A self-taught racer, film-maker, and booming entrepreneur
Mark-Anthony March, the owner of Madd Vision Production, is creative at heart and his multifaceted ability has paved the way for him in the business arena.
March’s passion for motorsport developed because of his parents as he has been going to Dover Raceway since he was in pampers. “Racing is a family sport. It was one of the things I did every year with my relatives. Before COVID-19, my family and I would gather at Christmas and go to Rally Jamaica. Also, my dad was a mechanic and my mother usually organised racing in Montego Bay, so that got me involved in the sport.”
His first encounter on the track came as a surprise because at a young age, he was invited to race. “I did my first dexterity, what we consider drifting, in Jamaica, at age 14, and I caught the eye of a racetrack owner, who jokingly said to me whenever I'm ready I should come to the track. When I turned 18, I went to the track, did a test, and was successful, so I was granted a race car.”

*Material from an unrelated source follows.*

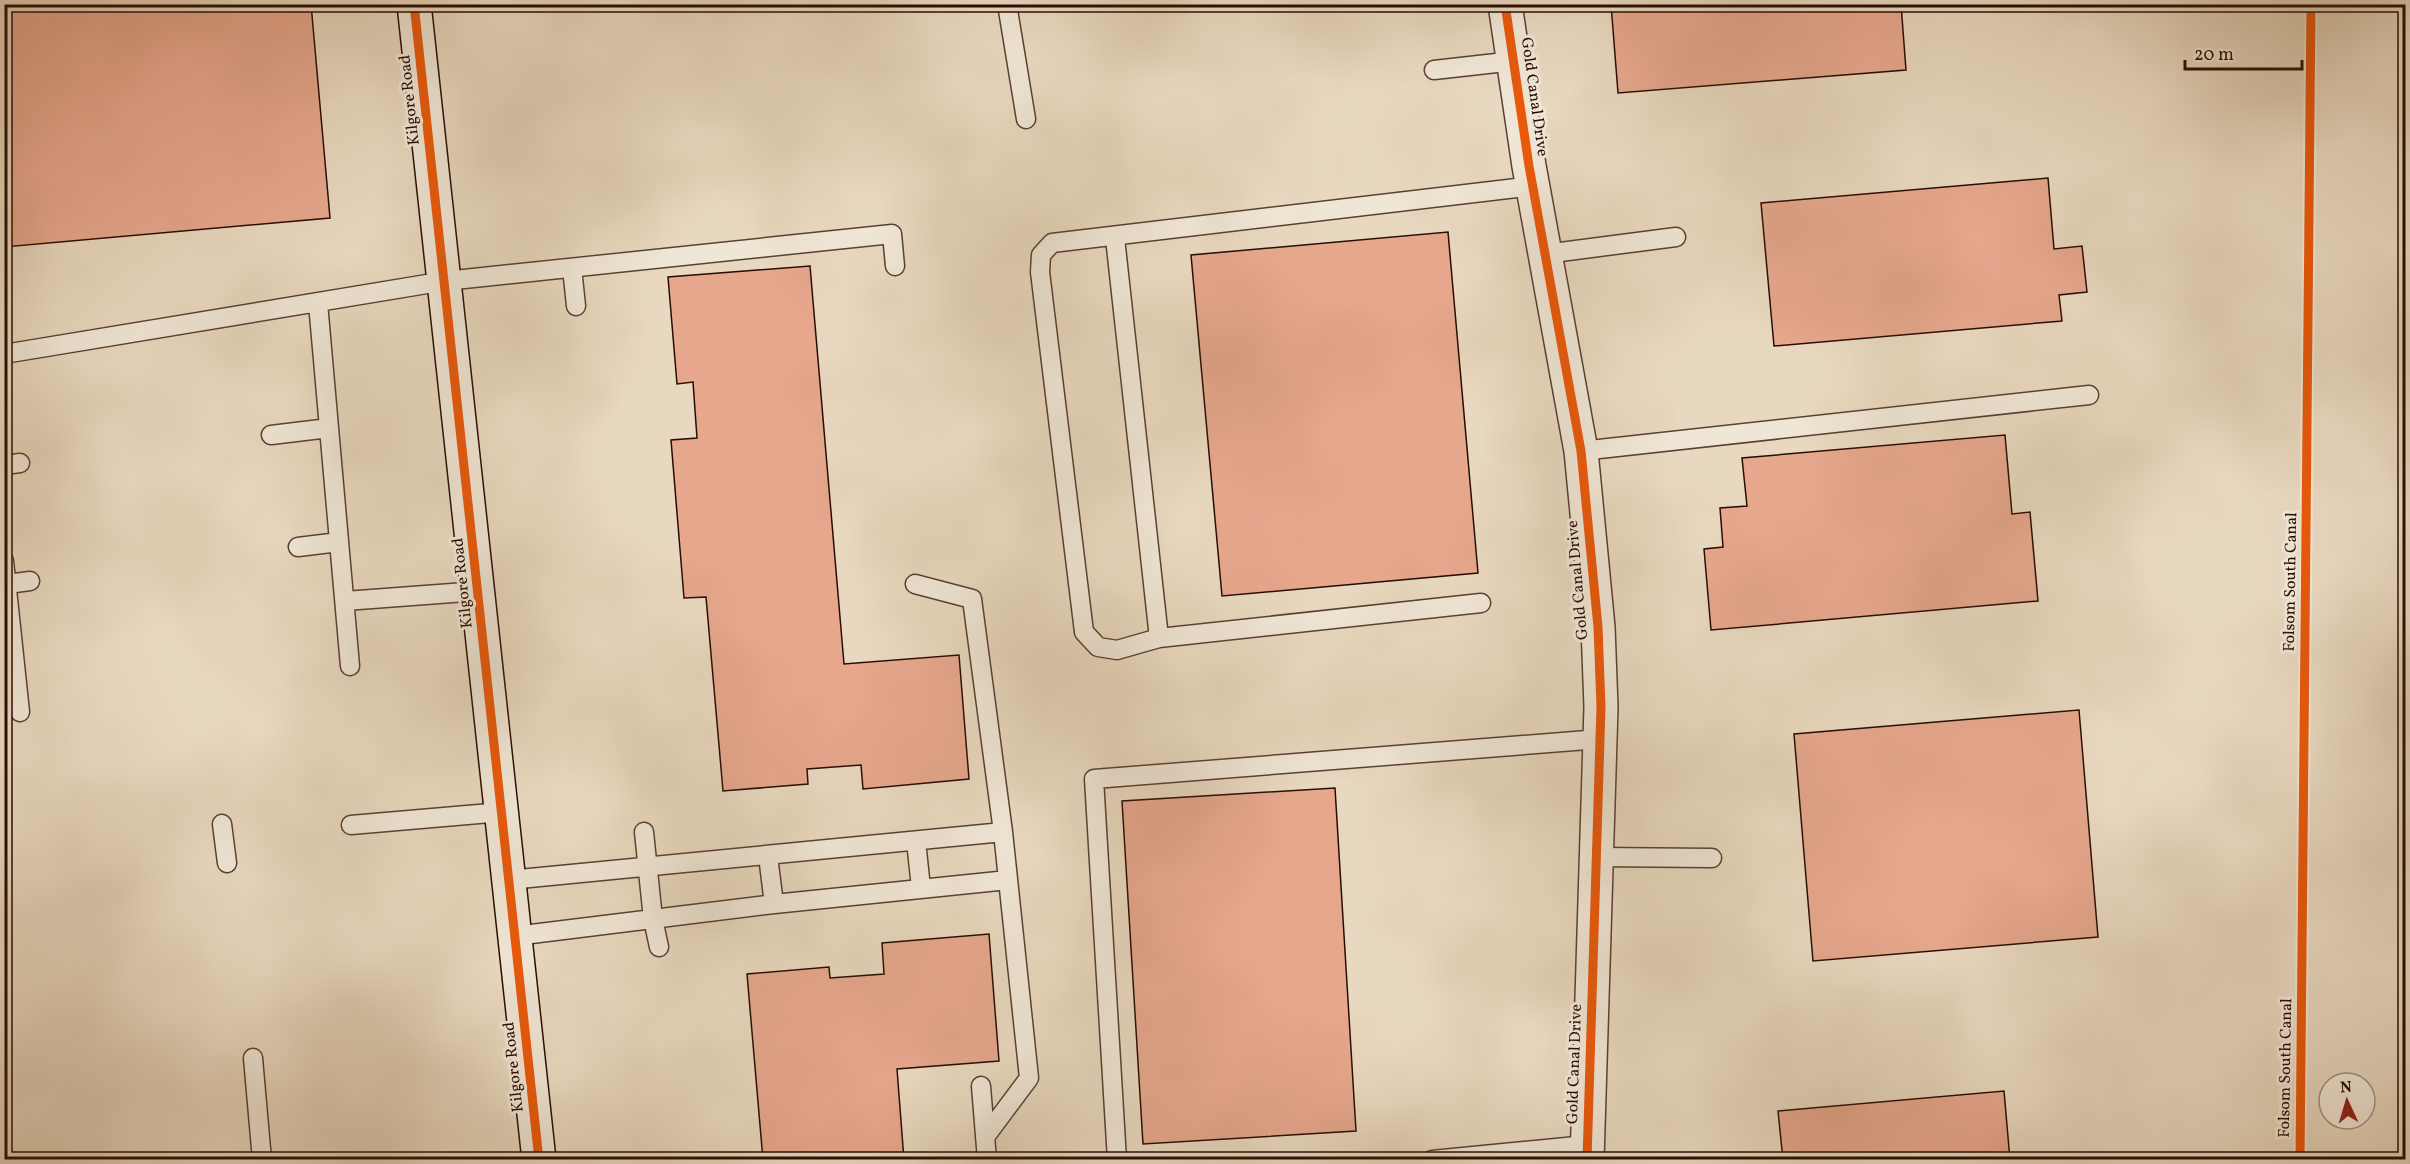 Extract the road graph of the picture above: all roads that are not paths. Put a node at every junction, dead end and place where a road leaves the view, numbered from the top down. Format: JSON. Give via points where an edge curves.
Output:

He added that he was racing and organising events at the same time at Spot Valley Raceway in Montego Bay under the guidance of Baile Lee, who was the track owner. “I raced because of my love for the sport. It wasn't because of the hype or about the fame that came with it or about girls.”
In 2008, he started racing part time, but work got in the way, along with other responsibilities. “Racing is a very expensive sport, but the way I go about doing it is at the grass-roots level, so I just test my driving skills using a time course. Streetcars can also be used as the primary aim is to have fun.”

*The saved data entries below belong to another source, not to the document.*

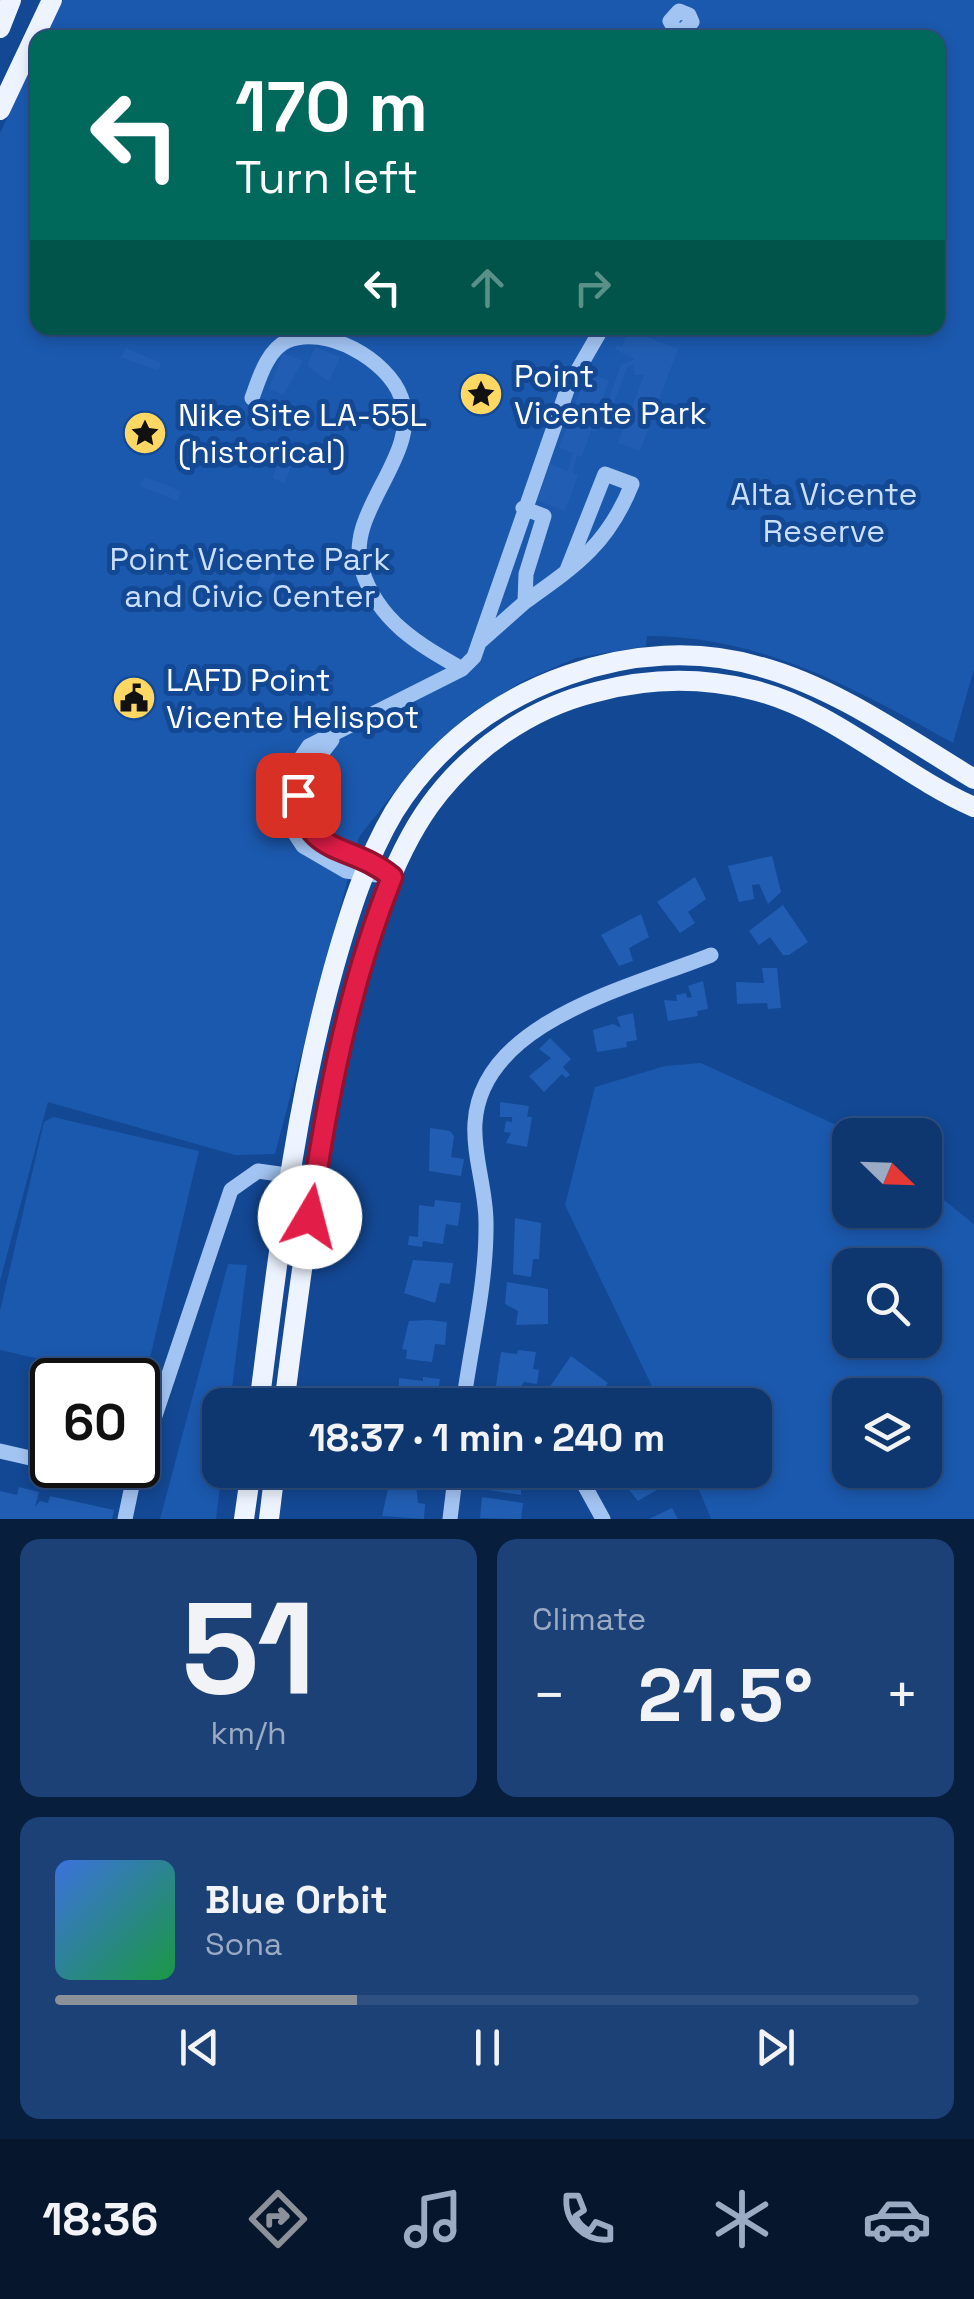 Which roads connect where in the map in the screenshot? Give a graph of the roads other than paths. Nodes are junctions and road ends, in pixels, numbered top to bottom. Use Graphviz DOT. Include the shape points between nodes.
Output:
graph roads {
  1 [pos="11,0"];
  2 [pos="52,0"];
  3 [pos="0,28"];
  4 [pos="38,30"];
  5 [pos="30,47"];
  6 [pos="0,110"];
  7 [pos="598,335"];
  8 [pos="252,398"];
  9 [pos="524,508"];
  10 [pos="567,570"];
  11 [pos="525,602"];
  12 [pos="480,640"];
  13 [pos="462,669"];
  14 [pos="974,779"];
  15 [pos="974,808"];
  16 [pos="368,868"];
  17 [pos="392,877"];
  18 [pos="711,955"];
  19 [pos="290,1173"];
  20 [pos="315,1179"];
  21 [pos="261,1388"];
  22 [pos="286,1388"];
  23 [pos="466,1388"];
  24 [pos="160,1404"];
  25 [pos="0,1451"];
  26 [pos="30,1458"];
  27 [pos="133,1488"];
  28 [pos="248,1488"];
  29 [pos="273,1488"];
  30 [pos="454,1488"];
  31 [pos="586,1488"];
  32 [pos="125,1519"];
  33 [pos="244,1519"];
  34 [pos="269,1519"];
  35 [pos="450,1519"];
  36 [pos="603,1519"];
  1 -- 3 [label="main road"];
  2 -- 4 [label="main road"];
  5 -- 6 [label="main road"];
  7 -- 9 [label="street" via="568,387"];
  8 -- 13 [label="street" via="274,351 286,341 305,337 339,344 381,367 402,398 404,432 366,526 360,566 399,630"];
  9 -- 11 [label="street" via="544,516 526,574"];
  9 -- 12 [label="street"];
  10 -- 10 [label="street" via="608,534 632,484 605,474"];
  10 -- 11 [label="street"];
  11 -- 12 [label="street"];
  12 -- 13 [label="street"];
  13 -- 16 [label="street" via="335,737 300,781 301,812 318,840"];
  14 -- 16 [label="main road" via="798,679 720,658 636,657 540,685 462,733 395,811"];
  15 -- 17 [label="main road" via="834,726 758,691 652,682 572,698 491,743 431,804"];
  16 -- 17 [label="street"];
  16 -- 19 [label="main road" via="323,1008"];
  17 -- 20 [label="main road" via="355,989"];
  18 -- 23 [label="street" via="536,1028 498,1060 475,1125 486,1228"];
  19 -- 20 [label="street"];
  19 -- 21 [label="main road"];
  19 -- 24 [label="street" via="258,1170 231,1190"];
  20 -- 22 [label="main road"];
  25 -- 26 [label="street"];
  27 -- 32 [label="street"];
  28 -- 33 [label="main road"];
  29 -- 34 [label="main road"];
  30 -- 35 [label="street"];
  31 -- 36 [label="street"];
} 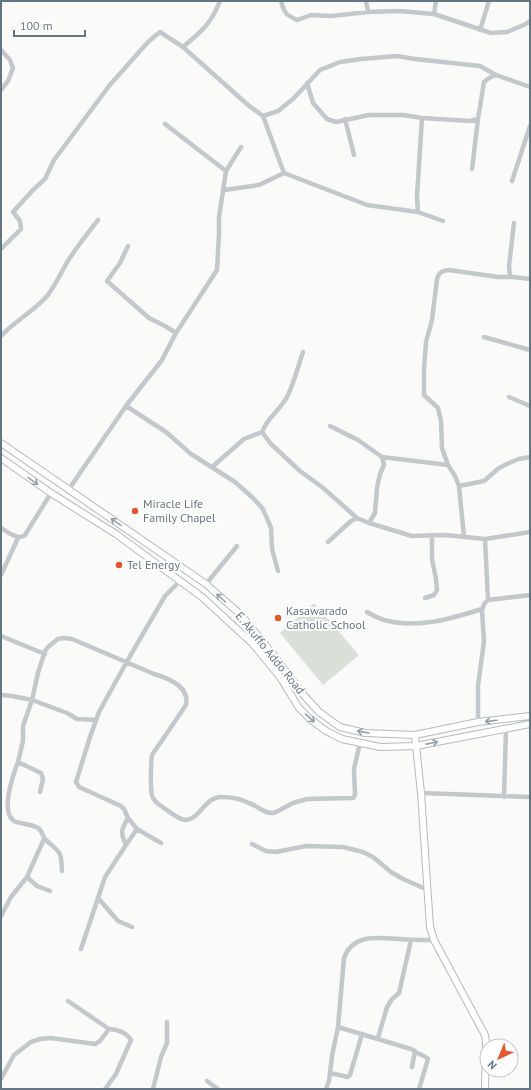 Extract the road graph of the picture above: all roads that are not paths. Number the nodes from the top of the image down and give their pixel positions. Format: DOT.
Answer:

However, he didn’t only devote his time to motorsport, but film production was also an interest. “Film was a love of mine, and I started at the end of seventh grade because of the United Nations Children Fund. At the end of the eighth grade, I started teaching it at a health centre to students from other schools in Montego Bay.”

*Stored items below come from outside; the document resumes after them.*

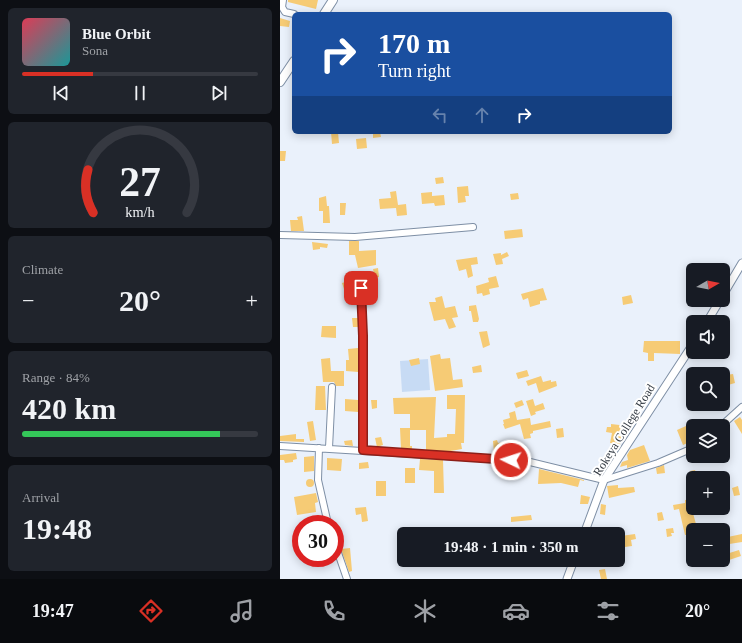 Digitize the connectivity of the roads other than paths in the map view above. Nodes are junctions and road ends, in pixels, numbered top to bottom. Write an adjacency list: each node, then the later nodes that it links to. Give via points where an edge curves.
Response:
1 (283, 0): 4 (street, via 282,7 285,12)
2 (333, 0): 3 (main road)
3 (325, 12)
4 (292, 14)
5 (292, 64): 6 (main road)
6 (280, 82)
7 (473, 227): 8 (street, via 355,237)
8 (280, 235)
9 (742, 263): 10 (street)
10 (730, 283)
11 (361, 288): 19 (street)
12 (686, 355): 21 (street, Rokeya College Road)
13 (332, 387): 18 (street)
14 (742, 407): 15 (street)
15 (729, 419)
16 (280, 446): 17 (street)
17 (319, 448): 18 (street); 22 (street, via 318,480)
18 (329, 448): 19 (street)
19 (363, 450): 21 (street, via 526,461)
20 (686, 451): 21 (street, via 658,464)
21 (604, 480): 23 (street, Rokeya College Road)
22 (326, 515)
23 (587, 527)
24 (343, 567): 26 (street)
25 (571, 567): 27 (street)
26 (347, 579)
27 (567, 579)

Additionally, he did summer jobs and bought his first camera and computer. “My parents also sent me to the United States to do a film programme,” he added.
“When I started racing, no one was filming, so due to that, I literally have only one video of myself out of the years I've raced, and that was taken by someone with a camera phone. We have a lot of photographers, but very few persons filming, so I decided that since I cannot race full time, it's best I help to document the memories and experience for most persons,” he explained.
He stated that there are a lot of drivers who look out for the video each time they have a race and many people in the diaspora also take pride in this initiative. “I do comprehensive highlights, so if you go to Dover, I record bike and car events and also interview individuals.”
March mentioned that filming has its ups and downs, but he tries to stay positive. “I always tell myself that anytime filming starts to feel like a job I will stop, and it hasn't yet felt that way. There are times where it feels like my work gets unappreciated and overlooked, but when that happens, I tend to just remind myself why I started.”
He further added that he has his own business, but what makes it thrive is the fact that it's centred around motorsports. “Some of my clients who are involved in that industry would ask me to make a commercial for them, and apart from that, I do documentaries and mini-movies. Basically, anything that is visual, I can do it.”
“As it stands, I do have a few corporate clients, but I do a lot of web shows. One of the productions I did was with the owner of a barbershop. It was centred around the issue of mental health in men, and this came about during COVID-19, and it has been doing pretty well and has garnered a huge online presence,” he highlighted.
When asked what motivated him to start his own business, he credits his parents’ hard work and their ability to have many sources of income. “They had a nine to five, their own business on the side, and they also had a taxi on the road, so I adopted that hustling mentality.”
He informed Automotives that having a business can get tedious, but what keeps him going is his passion to create “I like to see the emotion that is evoked from someone who watches a piece that I do.”
His message to aspiring film-makers is to create. “It's a gift to be creative, so no matter how small your project may be, someone will be interested. Also, find a mentor to guide you, and don't listen to naysayers. When it gets hard, just keep pushing through because the sky's the limit.”